> ASSIGNMENT
Could you copy each line of the entries that contains "positions"?

> EXERCISE MATERIAL
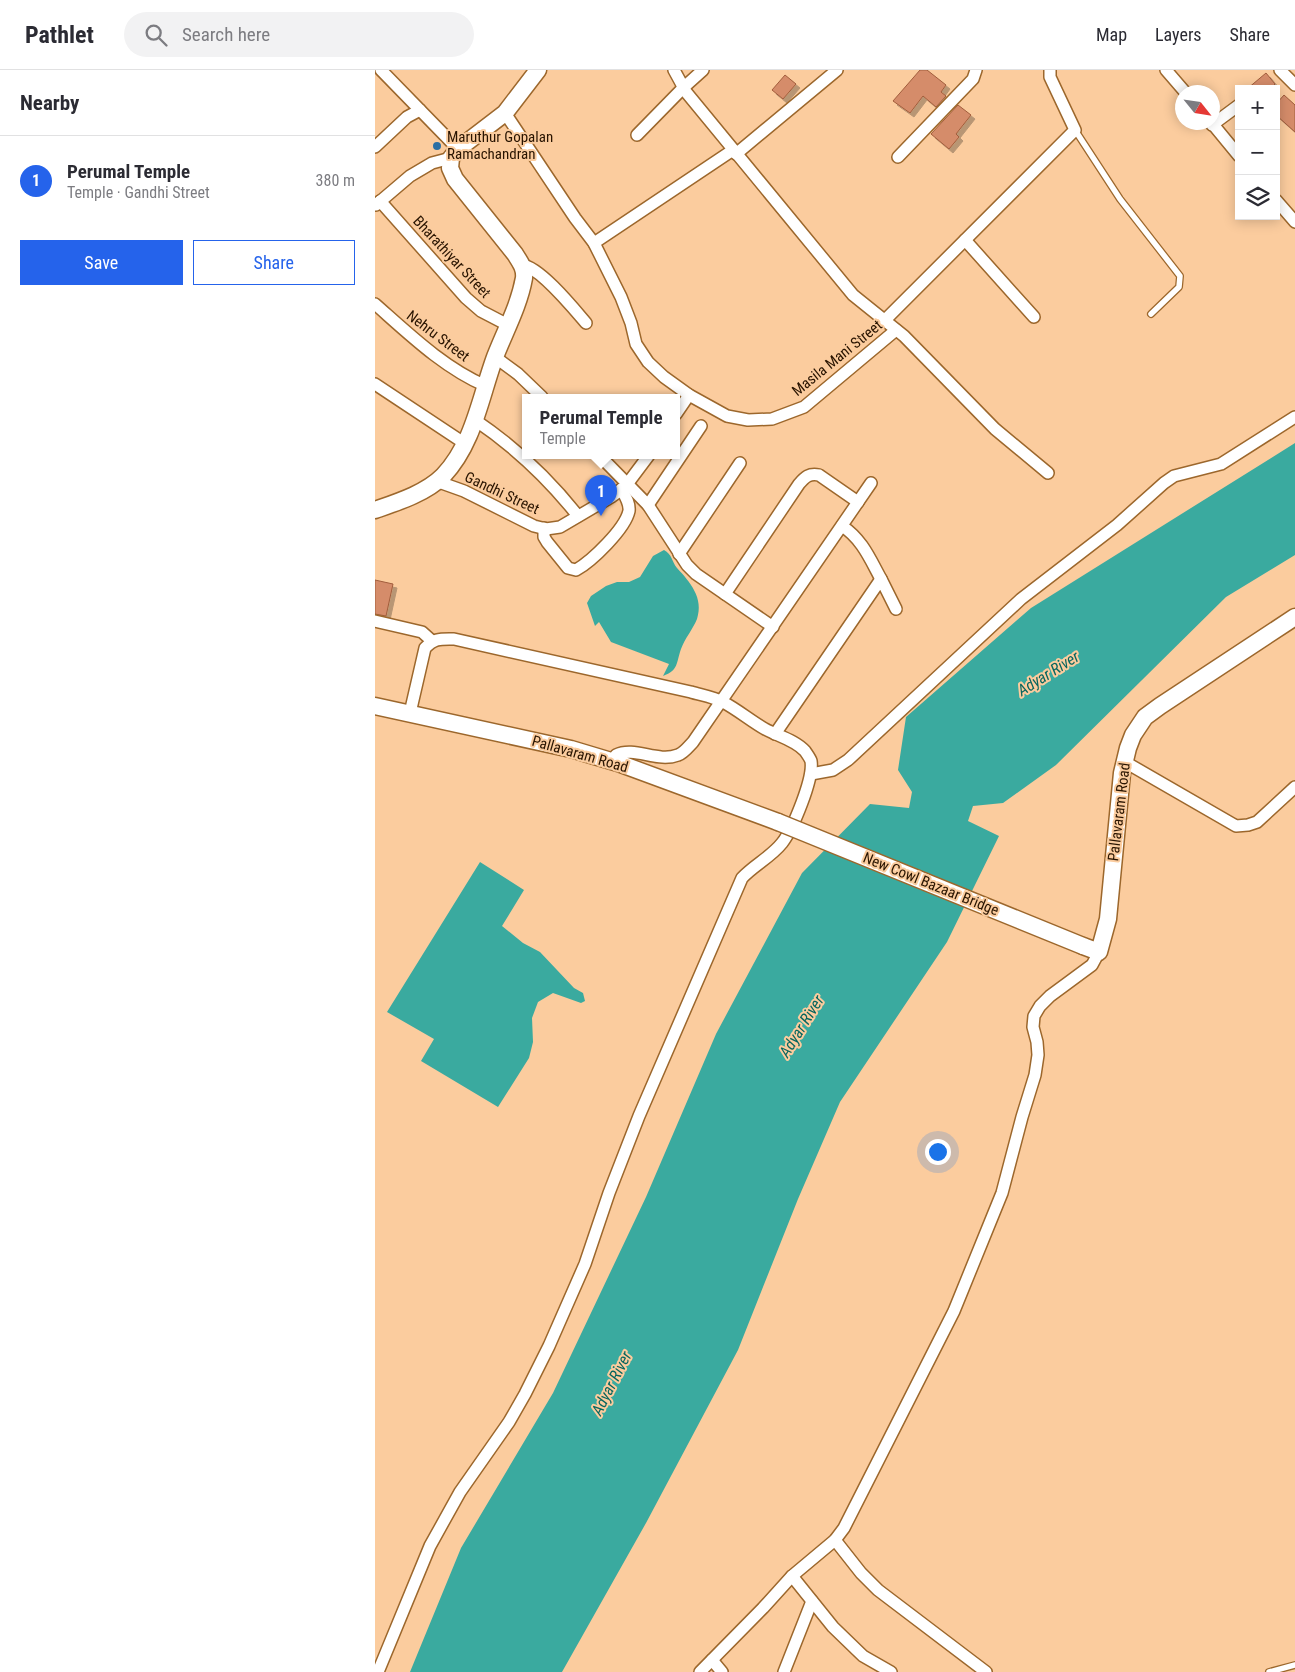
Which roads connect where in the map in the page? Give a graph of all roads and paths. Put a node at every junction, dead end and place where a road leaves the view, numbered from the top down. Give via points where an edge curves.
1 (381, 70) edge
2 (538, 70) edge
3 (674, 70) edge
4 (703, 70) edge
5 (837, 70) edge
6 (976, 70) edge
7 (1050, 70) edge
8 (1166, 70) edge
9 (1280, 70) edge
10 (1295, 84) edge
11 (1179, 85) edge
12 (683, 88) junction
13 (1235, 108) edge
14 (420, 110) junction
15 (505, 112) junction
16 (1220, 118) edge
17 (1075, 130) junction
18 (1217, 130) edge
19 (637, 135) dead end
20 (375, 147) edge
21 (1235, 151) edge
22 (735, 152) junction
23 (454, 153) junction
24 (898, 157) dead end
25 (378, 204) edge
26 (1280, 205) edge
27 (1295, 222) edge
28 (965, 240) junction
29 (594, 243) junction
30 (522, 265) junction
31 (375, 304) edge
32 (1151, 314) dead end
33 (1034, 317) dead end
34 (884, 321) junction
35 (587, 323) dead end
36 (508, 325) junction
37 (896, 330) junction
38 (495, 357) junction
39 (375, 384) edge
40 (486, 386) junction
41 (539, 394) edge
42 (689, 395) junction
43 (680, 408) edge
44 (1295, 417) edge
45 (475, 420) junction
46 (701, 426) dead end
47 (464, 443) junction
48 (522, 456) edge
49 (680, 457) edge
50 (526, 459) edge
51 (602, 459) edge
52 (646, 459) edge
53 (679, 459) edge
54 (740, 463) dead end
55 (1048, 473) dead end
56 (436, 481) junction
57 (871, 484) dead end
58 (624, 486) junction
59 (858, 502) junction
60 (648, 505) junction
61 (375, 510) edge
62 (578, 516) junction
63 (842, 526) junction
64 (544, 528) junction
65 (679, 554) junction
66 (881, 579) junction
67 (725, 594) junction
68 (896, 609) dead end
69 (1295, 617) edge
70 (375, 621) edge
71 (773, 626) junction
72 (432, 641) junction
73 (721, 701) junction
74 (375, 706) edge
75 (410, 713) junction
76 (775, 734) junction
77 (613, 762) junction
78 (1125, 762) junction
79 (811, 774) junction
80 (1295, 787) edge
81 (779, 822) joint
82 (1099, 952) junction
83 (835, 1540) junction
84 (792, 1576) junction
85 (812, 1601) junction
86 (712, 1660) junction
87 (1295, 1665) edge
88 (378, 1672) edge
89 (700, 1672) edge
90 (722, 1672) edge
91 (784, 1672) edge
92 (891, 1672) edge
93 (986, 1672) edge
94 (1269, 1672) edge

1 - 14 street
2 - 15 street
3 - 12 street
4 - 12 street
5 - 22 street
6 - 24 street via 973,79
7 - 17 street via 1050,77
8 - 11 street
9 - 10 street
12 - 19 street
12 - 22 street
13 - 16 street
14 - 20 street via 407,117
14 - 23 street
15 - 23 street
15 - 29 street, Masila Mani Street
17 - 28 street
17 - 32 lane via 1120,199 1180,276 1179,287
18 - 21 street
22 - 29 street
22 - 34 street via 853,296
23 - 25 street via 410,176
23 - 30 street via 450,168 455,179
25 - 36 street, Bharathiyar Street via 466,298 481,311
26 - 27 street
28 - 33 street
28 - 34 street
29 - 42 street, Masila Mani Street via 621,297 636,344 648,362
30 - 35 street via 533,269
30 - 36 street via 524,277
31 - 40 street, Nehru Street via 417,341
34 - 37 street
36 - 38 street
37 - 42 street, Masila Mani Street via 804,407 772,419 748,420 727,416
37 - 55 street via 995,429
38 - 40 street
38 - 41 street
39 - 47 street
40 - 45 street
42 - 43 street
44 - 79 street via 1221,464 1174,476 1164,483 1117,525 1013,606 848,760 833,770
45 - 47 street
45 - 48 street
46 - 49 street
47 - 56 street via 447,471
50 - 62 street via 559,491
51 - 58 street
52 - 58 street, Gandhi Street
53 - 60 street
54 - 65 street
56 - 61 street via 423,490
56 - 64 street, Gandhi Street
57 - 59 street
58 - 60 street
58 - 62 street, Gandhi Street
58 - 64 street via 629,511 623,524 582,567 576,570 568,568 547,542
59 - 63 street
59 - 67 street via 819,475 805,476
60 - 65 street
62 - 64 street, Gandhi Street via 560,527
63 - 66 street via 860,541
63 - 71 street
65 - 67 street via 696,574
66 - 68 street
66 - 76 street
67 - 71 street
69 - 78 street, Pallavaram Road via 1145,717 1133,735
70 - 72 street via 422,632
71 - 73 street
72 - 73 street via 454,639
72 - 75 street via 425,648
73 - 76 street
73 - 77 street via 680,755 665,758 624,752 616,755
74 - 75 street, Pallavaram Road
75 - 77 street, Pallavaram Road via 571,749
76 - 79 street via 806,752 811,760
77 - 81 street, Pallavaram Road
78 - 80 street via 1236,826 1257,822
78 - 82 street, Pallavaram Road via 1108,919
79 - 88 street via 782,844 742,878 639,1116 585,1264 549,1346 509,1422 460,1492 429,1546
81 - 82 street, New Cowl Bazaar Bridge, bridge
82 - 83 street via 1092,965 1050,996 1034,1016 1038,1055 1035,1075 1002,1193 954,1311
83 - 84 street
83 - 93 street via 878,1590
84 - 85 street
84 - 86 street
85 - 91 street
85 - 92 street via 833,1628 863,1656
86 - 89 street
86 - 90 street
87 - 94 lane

...

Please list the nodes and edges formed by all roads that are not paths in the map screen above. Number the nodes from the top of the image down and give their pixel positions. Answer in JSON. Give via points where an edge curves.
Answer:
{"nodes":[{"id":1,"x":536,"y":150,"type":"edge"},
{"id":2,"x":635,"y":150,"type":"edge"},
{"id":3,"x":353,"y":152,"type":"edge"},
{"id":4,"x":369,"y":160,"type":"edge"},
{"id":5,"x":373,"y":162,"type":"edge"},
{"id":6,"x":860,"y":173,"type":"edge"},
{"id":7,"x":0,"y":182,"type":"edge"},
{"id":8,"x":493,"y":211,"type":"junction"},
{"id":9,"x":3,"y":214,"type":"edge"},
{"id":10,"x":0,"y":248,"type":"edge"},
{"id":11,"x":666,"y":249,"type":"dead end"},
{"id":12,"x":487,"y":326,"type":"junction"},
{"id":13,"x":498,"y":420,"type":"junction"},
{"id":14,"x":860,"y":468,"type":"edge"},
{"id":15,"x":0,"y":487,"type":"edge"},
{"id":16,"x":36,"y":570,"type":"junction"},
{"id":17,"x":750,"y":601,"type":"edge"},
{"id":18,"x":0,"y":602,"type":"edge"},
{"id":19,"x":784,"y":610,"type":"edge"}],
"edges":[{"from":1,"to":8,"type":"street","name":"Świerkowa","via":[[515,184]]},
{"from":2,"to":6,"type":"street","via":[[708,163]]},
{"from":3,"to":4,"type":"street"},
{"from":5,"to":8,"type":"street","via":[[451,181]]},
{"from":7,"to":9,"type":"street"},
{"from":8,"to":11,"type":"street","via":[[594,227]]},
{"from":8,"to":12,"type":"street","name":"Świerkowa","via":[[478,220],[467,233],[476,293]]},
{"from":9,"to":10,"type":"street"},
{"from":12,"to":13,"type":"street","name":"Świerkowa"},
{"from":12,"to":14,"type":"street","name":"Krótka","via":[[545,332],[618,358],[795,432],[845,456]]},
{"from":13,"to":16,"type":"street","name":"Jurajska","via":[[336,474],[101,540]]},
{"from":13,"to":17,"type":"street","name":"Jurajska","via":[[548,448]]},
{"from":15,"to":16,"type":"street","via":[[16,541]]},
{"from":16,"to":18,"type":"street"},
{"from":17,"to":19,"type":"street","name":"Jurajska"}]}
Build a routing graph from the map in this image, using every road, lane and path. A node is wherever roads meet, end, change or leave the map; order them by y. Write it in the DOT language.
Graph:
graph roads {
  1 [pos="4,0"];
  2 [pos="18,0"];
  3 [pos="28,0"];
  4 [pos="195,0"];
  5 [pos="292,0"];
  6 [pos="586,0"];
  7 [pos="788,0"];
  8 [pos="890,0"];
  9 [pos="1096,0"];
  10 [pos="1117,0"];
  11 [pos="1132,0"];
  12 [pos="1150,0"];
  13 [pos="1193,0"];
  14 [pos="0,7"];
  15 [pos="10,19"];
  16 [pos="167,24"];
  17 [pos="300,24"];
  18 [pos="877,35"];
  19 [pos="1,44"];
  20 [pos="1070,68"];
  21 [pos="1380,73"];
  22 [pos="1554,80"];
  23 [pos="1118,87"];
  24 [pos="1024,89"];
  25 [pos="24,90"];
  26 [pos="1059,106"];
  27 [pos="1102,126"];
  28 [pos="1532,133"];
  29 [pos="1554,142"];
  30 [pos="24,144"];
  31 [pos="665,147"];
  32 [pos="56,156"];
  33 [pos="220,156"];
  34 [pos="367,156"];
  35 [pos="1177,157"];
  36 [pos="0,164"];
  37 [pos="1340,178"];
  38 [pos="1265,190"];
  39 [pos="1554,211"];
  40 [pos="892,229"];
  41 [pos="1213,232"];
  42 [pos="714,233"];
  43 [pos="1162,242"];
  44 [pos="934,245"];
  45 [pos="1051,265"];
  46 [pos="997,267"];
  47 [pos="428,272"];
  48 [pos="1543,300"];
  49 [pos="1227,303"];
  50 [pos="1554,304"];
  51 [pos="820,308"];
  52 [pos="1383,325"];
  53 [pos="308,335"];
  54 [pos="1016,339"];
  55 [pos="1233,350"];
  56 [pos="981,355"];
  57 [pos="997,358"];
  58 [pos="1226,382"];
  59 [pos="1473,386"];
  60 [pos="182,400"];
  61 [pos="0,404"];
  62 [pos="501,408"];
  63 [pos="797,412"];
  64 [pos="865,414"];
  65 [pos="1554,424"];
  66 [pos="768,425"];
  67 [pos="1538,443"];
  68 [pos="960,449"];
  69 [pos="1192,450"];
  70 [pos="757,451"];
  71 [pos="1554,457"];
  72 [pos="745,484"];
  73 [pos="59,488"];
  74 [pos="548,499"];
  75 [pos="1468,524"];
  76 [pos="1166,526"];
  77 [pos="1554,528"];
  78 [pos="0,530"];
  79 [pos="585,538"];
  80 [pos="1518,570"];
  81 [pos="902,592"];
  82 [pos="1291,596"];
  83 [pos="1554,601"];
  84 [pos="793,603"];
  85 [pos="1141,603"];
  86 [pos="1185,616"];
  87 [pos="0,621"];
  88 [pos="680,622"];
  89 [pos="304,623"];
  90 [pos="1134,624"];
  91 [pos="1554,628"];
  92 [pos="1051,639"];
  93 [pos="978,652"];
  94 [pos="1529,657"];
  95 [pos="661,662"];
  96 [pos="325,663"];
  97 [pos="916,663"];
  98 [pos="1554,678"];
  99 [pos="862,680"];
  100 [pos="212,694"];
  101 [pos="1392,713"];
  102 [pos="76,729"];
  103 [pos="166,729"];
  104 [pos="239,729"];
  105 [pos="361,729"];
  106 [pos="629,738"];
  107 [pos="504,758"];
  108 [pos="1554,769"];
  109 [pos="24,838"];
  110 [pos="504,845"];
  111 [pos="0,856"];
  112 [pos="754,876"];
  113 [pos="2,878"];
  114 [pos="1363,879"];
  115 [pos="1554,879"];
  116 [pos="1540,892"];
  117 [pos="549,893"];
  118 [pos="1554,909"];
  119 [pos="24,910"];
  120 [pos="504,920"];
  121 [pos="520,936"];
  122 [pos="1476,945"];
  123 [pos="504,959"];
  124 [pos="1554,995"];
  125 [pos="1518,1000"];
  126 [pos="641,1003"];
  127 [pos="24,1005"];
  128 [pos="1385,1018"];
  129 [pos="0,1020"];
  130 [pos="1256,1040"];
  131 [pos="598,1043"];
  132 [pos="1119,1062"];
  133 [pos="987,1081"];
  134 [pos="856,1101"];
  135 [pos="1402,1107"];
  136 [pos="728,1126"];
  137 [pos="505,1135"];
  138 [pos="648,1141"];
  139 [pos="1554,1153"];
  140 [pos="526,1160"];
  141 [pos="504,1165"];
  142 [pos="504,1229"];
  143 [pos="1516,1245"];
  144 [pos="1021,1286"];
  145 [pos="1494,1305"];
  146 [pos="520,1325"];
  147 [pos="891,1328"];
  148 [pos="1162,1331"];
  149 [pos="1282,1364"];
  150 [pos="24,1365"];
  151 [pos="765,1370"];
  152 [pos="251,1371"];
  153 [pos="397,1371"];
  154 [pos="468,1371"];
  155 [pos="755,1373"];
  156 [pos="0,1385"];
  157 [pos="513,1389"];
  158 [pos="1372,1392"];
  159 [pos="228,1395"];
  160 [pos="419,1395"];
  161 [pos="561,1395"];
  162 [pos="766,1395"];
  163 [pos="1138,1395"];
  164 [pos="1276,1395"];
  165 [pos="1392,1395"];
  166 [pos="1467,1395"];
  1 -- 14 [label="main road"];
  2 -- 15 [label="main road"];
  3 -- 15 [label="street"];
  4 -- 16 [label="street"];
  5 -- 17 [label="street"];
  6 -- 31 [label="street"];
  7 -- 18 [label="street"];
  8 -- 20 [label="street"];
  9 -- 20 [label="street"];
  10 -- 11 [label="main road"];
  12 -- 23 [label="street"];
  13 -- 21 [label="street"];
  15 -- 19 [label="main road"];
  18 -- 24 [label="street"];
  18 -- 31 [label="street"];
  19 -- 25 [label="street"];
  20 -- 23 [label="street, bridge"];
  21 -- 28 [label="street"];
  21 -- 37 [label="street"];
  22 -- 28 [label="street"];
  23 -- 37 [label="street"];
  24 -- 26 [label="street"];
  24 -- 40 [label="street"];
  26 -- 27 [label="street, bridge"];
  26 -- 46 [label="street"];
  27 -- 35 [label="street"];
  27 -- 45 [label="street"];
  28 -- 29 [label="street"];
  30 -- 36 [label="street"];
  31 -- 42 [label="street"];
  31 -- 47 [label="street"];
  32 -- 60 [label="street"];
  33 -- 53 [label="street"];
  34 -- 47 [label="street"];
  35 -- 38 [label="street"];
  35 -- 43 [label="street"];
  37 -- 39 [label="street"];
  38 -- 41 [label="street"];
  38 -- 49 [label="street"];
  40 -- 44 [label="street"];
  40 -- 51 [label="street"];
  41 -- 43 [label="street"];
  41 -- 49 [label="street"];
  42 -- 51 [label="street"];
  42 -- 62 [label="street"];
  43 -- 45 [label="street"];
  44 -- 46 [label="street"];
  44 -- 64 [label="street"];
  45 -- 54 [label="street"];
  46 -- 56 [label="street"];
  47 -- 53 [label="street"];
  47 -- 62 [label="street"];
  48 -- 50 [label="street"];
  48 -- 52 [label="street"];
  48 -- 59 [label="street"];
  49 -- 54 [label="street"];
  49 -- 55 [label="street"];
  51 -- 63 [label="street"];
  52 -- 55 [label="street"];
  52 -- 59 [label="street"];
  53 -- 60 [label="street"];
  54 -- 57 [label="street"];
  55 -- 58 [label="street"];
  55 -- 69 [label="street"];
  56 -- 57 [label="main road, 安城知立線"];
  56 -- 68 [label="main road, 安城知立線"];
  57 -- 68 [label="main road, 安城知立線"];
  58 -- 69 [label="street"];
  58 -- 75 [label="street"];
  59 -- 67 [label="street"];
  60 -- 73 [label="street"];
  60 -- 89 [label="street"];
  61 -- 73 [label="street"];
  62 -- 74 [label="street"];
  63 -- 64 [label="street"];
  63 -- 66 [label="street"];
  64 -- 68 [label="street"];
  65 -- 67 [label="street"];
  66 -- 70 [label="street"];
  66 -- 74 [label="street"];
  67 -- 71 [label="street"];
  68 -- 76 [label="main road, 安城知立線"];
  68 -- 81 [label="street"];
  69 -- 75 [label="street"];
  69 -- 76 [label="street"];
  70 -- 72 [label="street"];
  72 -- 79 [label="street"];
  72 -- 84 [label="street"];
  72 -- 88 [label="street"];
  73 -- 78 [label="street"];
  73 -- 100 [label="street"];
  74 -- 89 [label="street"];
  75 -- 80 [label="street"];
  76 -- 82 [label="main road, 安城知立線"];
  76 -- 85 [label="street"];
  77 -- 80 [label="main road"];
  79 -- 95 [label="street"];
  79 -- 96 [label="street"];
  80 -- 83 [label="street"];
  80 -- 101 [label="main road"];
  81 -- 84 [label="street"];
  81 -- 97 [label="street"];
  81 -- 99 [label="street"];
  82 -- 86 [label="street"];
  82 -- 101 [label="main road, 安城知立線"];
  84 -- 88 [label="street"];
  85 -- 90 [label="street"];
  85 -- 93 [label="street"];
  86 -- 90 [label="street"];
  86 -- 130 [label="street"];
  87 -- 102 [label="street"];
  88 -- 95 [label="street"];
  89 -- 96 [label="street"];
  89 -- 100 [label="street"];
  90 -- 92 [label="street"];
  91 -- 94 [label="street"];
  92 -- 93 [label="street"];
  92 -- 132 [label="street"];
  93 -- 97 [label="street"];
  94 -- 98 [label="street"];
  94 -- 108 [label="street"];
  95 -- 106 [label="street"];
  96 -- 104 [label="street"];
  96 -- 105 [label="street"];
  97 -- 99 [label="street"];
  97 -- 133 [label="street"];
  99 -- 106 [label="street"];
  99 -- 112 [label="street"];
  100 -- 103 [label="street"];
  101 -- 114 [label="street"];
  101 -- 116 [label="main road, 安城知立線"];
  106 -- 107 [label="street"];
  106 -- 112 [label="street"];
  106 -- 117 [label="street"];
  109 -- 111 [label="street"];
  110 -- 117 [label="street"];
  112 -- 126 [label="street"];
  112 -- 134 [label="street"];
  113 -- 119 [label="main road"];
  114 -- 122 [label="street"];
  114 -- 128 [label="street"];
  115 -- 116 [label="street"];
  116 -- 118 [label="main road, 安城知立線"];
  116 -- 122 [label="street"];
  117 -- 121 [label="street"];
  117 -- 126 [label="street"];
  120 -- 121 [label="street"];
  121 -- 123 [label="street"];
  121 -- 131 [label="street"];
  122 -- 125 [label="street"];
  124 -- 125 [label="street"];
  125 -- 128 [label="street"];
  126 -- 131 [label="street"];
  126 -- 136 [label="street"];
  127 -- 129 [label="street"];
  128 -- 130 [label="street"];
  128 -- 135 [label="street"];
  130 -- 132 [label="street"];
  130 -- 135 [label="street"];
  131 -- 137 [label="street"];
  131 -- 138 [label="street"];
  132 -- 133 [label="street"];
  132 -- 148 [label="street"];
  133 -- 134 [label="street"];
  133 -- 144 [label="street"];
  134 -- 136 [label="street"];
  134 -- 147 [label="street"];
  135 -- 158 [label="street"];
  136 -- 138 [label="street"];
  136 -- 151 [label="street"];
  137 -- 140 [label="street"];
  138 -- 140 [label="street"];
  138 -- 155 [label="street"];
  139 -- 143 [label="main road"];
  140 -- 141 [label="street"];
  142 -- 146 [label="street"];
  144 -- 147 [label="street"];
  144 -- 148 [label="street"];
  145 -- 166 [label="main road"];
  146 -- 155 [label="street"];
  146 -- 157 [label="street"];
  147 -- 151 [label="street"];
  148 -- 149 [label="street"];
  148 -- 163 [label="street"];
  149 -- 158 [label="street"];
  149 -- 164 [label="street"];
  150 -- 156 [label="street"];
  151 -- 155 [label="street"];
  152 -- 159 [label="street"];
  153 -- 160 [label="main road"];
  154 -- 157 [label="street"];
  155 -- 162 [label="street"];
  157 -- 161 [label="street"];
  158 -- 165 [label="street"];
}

...

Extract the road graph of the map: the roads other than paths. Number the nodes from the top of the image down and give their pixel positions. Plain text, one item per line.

> SOLUTION TO THE PROBLEM
Please list the nodes and edges formed by all roads that are not paths in the map screen above. Number the nodes from the top of the image down and give their pixel positions. Answer in JSON. Give via points where an edge curves.
Extract the road graph of the map: the roads other than paths. Number the nodes from the top of the image down and give their pixel positions. Plain text, one item per line.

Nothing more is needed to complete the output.